> Requirement:
The answer must consist of every line from the data that holds the string "Hazel".

#### Data records

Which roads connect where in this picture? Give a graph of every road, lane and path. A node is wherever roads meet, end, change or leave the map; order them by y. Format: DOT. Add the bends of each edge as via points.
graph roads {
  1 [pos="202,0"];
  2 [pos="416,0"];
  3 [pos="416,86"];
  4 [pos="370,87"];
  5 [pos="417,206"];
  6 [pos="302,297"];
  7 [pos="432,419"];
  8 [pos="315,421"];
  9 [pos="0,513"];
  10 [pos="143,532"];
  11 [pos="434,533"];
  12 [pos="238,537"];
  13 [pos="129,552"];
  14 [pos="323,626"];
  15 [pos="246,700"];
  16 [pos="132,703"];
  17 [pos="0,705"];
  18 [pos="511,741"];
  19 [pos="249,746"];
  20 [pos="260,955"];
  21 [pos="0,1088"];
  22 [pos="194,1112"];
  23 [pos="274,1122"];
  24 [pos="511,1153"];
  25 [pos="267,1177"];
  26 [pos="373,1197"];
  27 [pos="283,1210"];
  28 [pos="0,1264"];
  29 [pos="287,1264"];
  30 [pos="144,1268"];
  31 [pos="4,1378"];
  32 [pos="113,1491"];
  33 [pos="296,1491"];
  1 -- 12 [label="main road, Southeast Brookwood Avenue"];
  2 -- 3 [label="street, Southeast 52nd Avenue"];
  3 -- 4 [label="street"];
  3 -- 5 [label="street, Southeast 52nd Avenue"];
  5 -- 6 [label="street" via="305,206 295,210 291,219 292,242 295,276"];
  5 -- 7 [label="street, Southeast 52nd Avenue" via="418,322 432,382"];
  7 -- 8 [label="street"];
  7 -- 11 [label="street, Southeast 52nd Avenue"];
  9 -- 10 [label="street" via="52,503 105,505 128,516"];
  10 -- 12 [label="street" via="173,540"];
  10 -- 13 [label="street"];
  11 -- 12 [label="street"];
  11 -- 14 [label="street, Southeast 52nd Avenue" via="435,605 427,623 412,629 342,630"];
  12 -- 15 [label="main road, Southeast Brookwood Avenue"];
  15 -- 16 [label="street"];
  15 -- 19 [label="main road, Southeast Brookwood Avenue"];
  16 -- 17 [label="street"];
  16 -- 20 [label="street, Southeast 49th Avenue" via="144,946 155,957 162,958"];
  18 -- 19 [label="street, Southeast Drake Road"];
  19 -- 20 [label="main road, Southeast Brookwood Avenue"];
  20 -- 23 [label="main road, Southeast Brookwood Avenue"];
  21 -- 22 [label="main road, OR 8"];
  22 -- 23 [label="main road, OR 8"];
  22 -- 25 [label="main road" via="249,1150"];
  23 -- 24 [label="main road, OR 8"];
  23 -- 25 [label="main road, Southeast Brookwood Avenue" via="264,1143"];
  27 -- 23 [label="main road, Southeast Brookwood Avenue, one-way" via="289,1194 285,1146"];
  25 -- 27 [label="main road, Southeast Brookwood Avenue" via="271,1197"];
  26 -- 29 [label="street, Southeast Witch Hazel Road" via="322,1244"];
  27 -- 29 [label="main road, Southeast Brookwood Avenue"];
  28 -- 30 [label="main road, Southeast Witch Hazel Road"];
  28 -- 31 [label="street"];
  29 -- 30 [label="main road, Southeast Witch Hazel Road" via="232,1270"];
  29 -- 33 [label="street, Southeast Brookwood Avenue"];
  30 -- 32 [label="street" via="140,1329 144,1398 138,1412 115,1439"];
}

########
#### Data records

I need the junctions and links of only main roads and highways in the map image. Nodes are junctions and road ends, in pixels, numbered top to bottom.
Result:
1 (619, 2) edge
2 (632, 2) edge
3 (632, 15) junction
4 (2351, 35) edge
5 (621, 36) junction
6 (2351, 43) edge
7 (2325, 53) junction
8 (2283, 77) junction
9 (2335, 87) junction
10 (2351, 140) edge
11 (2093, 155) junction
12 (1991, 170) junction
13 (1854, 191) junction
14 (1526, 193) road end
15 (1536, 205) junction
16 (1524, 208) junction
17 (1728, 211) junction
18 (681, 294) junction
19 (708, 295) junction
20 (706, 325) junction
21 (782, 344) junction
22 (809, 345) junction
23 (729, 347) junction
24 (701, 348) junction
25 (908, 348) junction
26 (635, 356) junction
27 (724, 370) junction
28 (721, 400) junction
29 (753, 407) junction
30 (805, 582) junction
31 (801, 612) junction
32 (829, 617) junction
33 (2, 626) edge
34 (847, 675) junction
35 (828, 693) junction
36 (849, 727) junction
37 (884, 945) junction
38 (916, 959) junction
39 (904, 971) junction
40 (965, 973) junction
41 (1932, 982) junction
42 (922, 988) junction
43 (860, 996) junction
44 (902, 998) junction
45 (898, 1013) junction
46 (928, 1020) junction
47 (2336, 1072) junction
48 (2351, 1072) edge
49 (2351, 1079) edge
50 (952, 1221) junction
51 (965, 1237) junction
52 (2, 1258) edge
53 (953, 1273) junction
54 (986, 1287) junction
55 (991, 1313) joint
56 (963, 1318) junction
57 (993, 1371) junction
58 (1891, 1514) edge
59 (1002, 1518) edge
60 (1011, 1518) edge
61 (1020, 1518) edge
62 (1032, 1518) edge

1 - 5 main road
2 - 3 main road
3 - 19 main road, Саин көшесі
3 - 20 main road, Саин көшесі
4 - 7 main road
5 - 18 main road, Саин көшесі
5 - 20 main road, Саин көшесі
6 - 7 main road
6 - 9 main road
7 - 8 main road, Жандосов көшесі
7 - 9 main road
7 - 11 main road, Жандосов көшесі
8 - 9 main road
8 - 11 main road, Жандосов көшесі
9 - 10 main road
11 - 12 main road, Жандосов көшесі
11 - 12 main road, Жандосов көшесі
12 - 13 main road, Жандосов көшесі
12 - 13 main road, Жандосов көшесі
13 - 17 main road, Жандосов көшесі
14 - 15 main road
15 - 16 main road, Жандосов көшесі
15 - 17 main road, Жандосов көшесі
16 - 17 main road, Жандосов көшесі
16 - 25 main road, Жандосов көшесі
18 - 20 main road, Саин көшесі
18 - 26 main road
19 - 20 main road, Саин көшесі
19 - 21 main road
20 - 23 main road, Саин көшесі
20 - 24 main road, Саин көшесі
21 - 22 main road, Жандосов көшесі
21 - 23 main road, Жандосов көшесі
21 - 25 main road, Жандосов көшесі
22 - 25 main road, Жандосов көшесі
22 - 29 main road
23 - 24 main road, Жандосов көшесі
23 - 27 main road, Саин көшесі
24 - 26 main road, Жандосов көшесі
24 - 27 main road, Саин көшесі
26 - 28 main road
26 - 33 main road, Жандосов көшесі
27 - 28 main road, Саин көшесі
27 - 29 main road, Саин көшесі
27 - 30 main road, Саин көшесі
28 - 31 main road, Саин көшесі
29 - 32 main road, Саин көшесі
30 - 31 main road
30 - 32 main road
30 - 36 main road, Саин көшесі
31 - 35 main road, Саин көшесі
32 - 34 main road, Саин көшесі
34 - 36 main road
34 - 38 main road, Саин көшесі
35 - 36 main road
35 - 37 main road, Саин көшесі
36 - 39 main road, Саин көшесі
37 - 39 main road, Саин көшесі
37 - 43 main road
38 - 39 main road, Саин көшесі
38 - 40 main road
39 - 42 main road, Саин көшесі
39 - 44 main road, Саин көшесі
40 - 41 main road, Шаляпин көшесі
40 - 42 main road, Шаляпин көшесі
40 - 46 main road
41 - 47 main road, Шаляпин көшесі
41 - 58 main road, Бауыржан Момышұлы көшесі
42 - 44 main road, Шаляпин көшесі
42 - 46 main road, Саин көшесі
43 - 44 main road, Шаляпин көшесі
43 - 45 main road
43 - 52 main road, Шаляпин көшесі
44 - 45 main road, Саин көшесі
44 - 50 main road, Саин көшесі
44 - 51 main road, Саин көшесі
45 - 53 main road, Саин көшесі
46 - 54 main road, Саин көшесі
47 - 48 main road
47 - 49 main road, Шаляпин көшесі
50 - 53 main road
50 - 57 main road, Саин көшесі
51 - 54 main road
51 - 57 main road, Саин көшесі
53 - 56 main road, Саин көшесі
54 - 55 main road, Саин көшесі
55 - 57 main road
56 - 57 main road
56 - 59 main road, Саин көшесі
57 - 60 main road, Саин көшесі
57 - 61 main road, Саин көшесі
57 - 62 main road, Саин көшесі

########

> Result for this task:
  26 -- 29 [label="street, Southeast Witch Hazel Road" via="322,1244"];
  28 -- 30 [label="main road, Southeast Witch Hazel Road"];
  29 -- 30 [label="main road, Southeast Witch Hazel Road" via="232,1270"];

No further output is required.